Le 27 février 2026, selon nos confrères de Ouest France à la une, l'Iranienne Madineh Esfandiari a été assignée à résidence après avoir été condamnée à un an de prison ferme assorti d'une interdiction définitive du territoire pour apologie du terrorisme. Cette décision a été confirmée par son avocat, qui a fourni ces informations à l'Agence France-Presse.

Cette condamnation et l'assignation à résidence de Madineh Esfandiari soulèvent des questions sur la situation des droits de l'homme en Iran et sur les conséquences de l'expression de opinions dissidentes dans le pays. L'Iran a une longue histoire de répression des voix dissidentes, et les condamnations pour apologie du terrorisme sont souvent utilisées pour étouffer la liberté d'expression.

Ce qu'il faut retenir

  • Madineh Esfandiari a été condamnée à un an de prison ferme pour apologie du terrorisme.
  • Elle a également été frappée d'une interdiction définitive du territoire.
  • Elle a été assignée à résidence après sa condamnation.

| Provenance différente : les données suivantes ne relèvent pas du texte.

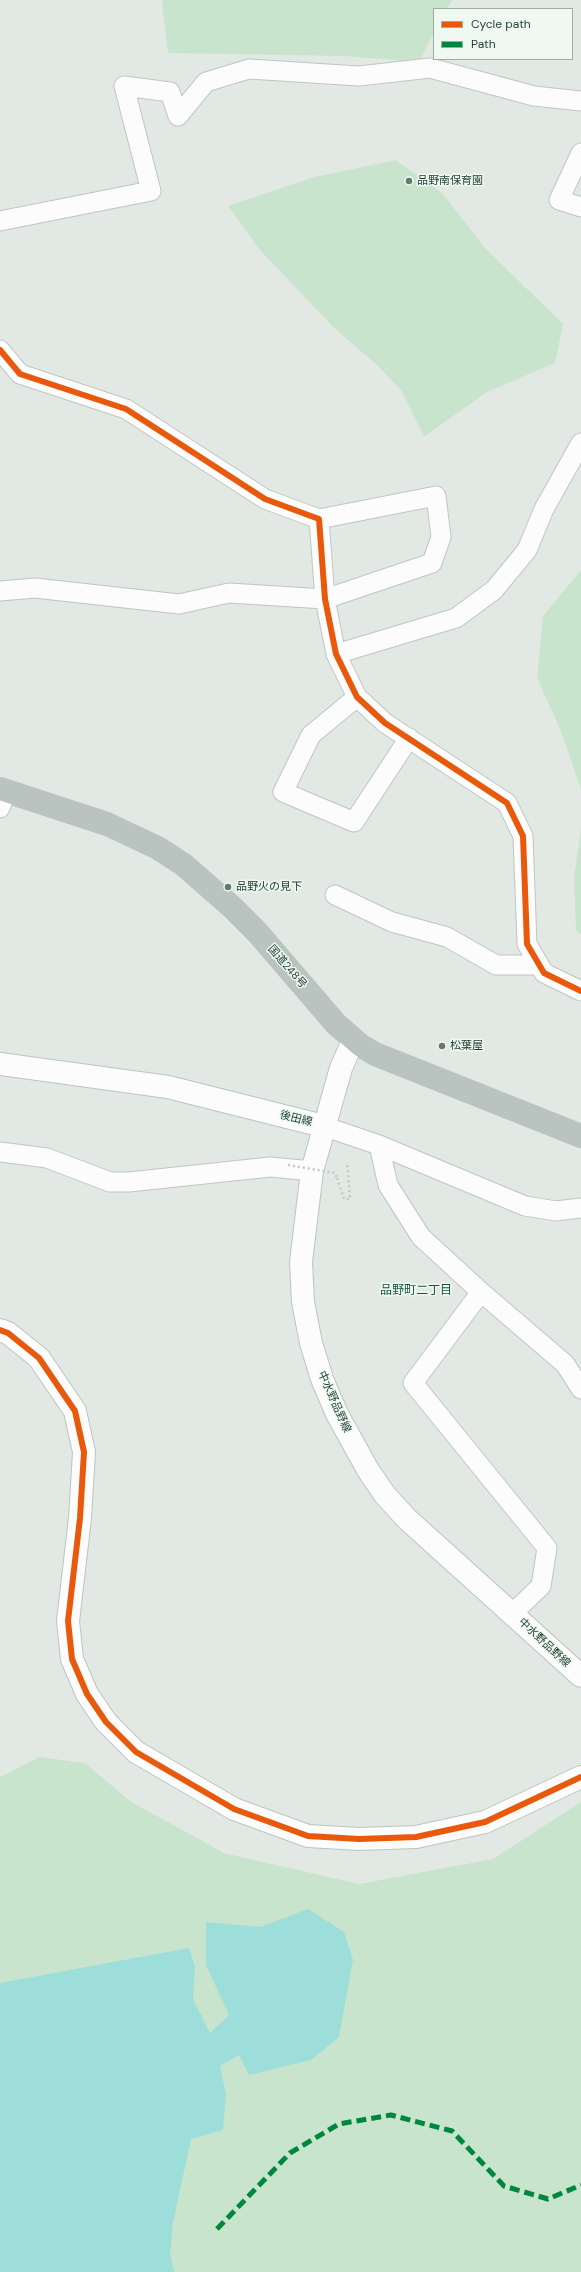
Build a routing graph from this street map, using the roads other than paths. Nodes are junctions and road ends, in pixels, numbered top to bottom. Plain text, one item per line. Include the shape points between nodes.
1 (581, 101) edge
2 (581, 153) edge
3 (581, 207) edge
4 (0, 221) edge
5 (0, 350) edge
6 (581, 443) edge
7 (319, 519) junction
8 (0, 591) edge
9 (325, 599) junction
10 (336, 654) junction
11 (357, 697) junction
12 (409, 738) junction
13 (2, 796) edge
14 (335, 895) dead end
15 (539, 965) junction
16 (581, 991) edge
17 (353, 1041) junction
18 (0, 1064) edge
19 (324, 1126) junction
20 (581, 1136) edge
21 (378, 1145) junction
22 (0, 1152) edge
23 (312, 1171) junction
24 (581, 1208) edge
25 (481, 1292) junction
26 (0, 1330) edge
27 (581, 1389) edge
28 (512, 1613) junction
29 (581, 1676) edge
30 (581, 1777) edge

1 - 4 street via 534,96 430,68 359,76 249,69 206,82 178,116 170,92 124,86 151,191
2 - 3 street via 559,200
5 - 7 street via 20,374 126,409 265,499
6 - 10 street via 544,509 528,550 494,590 456,618
7 - 9 street
7 - 9 street via 436,496 441,537 432,563
8 - 9 street via 35,588 179,604 229,593
9 - 10 street
10 - 11 street
11 - 12 street via 385,723
11 - 12 street via 311,735 283,792 354,822
12 - 15 street via 507,803 523,836 528,944
13 - 17 highway, 国道248号 via 108,824 158,848 184,865 252,927
14 - 15 street via 392,922 447,937 496,965
15 - 16 street via 544,973
17 - 19 street, 中水野品野線 via 341,1068
17 - 20 highway, 国道248号 via 375,1054
18 - 19 street, 後田線 via 168,1087
19 - 21 street, 後田線
19 - 23 street, 中水野品野線
21 - 24 street, 後田線 via 525,1206 556,1211
21 - 25 street via 388,1185 421,1237
22 - 23 street via 47,1158 110,1182 270,1167
23 - 28 street, 中水野品野線 via 301,1262 302,1302 322,1379 337,1414 368,1470 394,1505
25 - 27 street via 566,1364
25 - 28 street via 413,1383 548,1548 541,1586
26 - 30 street via 8,1333 39,1358 75,1412 84,1452 80,1518 68,1621 72,1658 87,1694 106,1722 136,1752 234,1809 308,1836 416,1838 485,1822
28 - 29 street, 中水野品野線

Contexte de la condamnation

La condamnation de Madineh Esfandiari s'inscrit dans un contexte plus large de répression des libertés en Iran. Le pays a connu une série de manifestations et de troubles ces dernières années, et le gouvernement a réagi avec fermeté, arrêtant et condamnant de nombreux manifestants et activistes.

Ces actions ont été largement condamnées par la communauté internationale, qui a appelé l'Iran à respecter les droits de l'homme et les libertés fondamentales. L'Union européenne et d'autres organisations internationales ont exprimé leur préoccupation quant à la situation des droits de l'homme en Iran et ont appelé à la libération des prisonniers politiques.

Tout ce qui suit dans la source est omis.